▸ **DESCRIPTION OF THE TASK**: Transcribe every entry precisely, omitting nothing.

(Saved entries)

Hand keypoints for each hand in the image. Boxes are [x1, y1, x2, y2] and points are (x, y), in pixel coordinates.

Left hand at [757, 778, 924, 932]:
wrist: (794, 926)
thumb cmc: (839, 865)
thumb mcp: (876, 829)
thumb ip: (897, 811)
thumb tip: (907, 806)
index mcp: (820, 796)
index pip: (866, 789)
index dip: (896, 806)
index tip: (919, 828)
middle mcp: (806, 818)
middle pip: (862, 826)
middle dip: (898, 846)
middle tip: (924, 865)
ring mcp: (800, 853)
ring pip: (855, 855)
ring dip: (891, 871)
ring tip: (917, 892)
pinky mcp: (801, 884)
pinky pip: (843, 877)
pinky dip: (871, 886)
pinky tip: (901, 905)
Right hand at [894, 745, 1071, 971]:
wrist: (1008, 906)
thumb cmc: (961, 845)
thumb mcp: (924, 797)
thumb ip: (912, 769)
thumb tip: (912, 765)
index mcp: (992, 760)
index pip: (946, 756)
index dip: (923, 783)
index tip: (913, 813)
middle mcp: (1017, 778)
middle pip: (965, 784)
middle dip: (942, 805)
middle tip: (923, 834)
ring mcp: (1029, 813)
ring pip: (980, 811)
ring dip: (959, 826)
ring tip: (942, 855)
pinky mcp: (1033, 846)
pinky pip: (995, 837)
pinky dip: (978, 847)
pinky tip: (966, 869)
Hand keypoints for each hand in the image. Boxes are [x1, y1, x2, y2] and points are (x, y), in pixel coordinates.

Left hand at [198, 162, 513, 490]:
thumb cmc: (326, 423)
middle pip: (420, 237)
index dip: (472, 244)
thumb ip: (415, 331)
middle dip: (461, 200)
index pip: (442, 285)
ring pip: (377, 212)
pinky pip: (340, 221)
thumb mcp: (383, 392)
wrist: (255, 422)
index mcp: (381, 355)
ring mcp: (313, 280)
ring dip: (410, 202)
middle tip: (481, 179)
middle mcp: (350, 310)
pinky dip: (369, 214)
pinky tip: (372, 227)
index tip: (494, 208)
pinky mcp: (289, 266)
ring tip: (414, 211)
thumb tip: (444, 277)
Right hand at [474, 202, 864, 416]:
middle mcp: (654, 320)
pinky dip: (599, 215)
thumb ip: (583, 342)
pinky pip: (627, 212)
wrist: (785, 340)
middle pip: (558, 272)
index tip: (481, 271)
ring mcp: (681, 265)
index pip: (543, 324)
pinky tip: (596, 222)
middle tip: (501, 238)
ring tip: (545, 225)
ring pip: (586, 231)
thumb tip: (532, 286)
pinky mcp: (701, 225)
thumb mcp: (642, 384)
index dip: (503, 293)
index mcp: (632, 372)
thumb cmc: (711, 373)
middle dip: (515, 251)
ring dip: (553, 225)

▸ **RESULT OF THIS EXERCISE**:
Hand keypoints for each hand in the image. Boxes are [x1, y1, x2, y2] and points are (x, y), in pixel coordinates.

Left hand at [757, 778, 924, 932]:
wrist: (794, 926)
thumb cmc: (839, 865)
thumb mcp: (876, 829)
thumb ip: (897, 811)
thumb tip: (907, 806)
index mcp: (820, 796)
index pip: (866, 789)
index dip: (896, 806)
index tip: (919, 828)
middle mcp: (806, 818)
middle pip: (862, 826)
middle dip: (898, 846)
middle tip: (924, 865)
ring mcp: (800, 853)
ring pip: (855, 855)
ring dip: (891, 871)
ring tip: (917, 892)
pinky mcp: (801, 884)
pinky pip: (843, 877)
pinky dip: (871, 886)
pinky tip: (901, 905)
Right hand at [894, 745, 1071, 971]:
wrist: (1008, 906)
thumb cmc: (961, 845)
thumb mcp: (924, 797)
thumb ip: (912, 769)
thumb tip: (912, 765)
index mcp: (992, 760)
index pip: (946, 756)
index dip: (923, 783)
index tip: (913, 813)
middle mcp: (1017, 778)
middle pip: (965, 784)
middle dip: (942, 805)
middle tip: (923, 834)
ring mcp: (1029, 813)
ring pip: (980, 811)
ring dip: (959, 826)
ring tip: (942, 855)
pinky mcp: (1033, 846)
pinky pip: (995, 837)
pinky dip: (978, 847)
pinky tip: (966, 869)
Hand keypoints for each hand in the image. Boxes are [x1, y1, x2, y2] and points are (x, y), in pixel coordinates.

Left hand at [198, 162, 513, 490]:
thumb cmc: (326, 423)
middle pip: (420, 237)
index dip: (472, 244)
thumb ip: (415, 331)
middle dip: (461, 200)
index pip: (442, 285)
ring pip: (377, 212)
pinky pip: (340, 221)
thumb mcp: (383, 392)
wrist: (255, 422)
index mcp: (381, 355)
ring mcp: (313, 280)
ring dip: (410, 202)
middle tip: (481, 179)
middle mcp: (350, 310)
pinky dip: (369, 214)
pinky tip: (372, 227)
index tip: (494, 208)
pinky mcp: (289, 266)
ring tip: (414, 211)
thumb tip: (444, 277)
Right hand at [474, 202, 864, 416]:
middle mcp: (654, 320)
pinky dip: (599, 215)
thumb ip: (583, 342)
pinky pip: (627, 212)
wrist: (785, 340)
middle pip: (558, 272)
index tip: (481, 271)
ring mcp: (681, 265)
index pip: (543, 324)
pinky tip: (596, 222)
middle tip: (501, 238)
ring tip: (545, 225)
ring pip: (586, 231)
thumb tip: (532, 286)
pinky mcp: (701, 225)
thumb mcp: (642, 384)
index dip: (503, 293)
index mcp: (632, 372)
thumb cmc: (711, 373)
middle dip: (515, 251)
ring dip: (553, 225)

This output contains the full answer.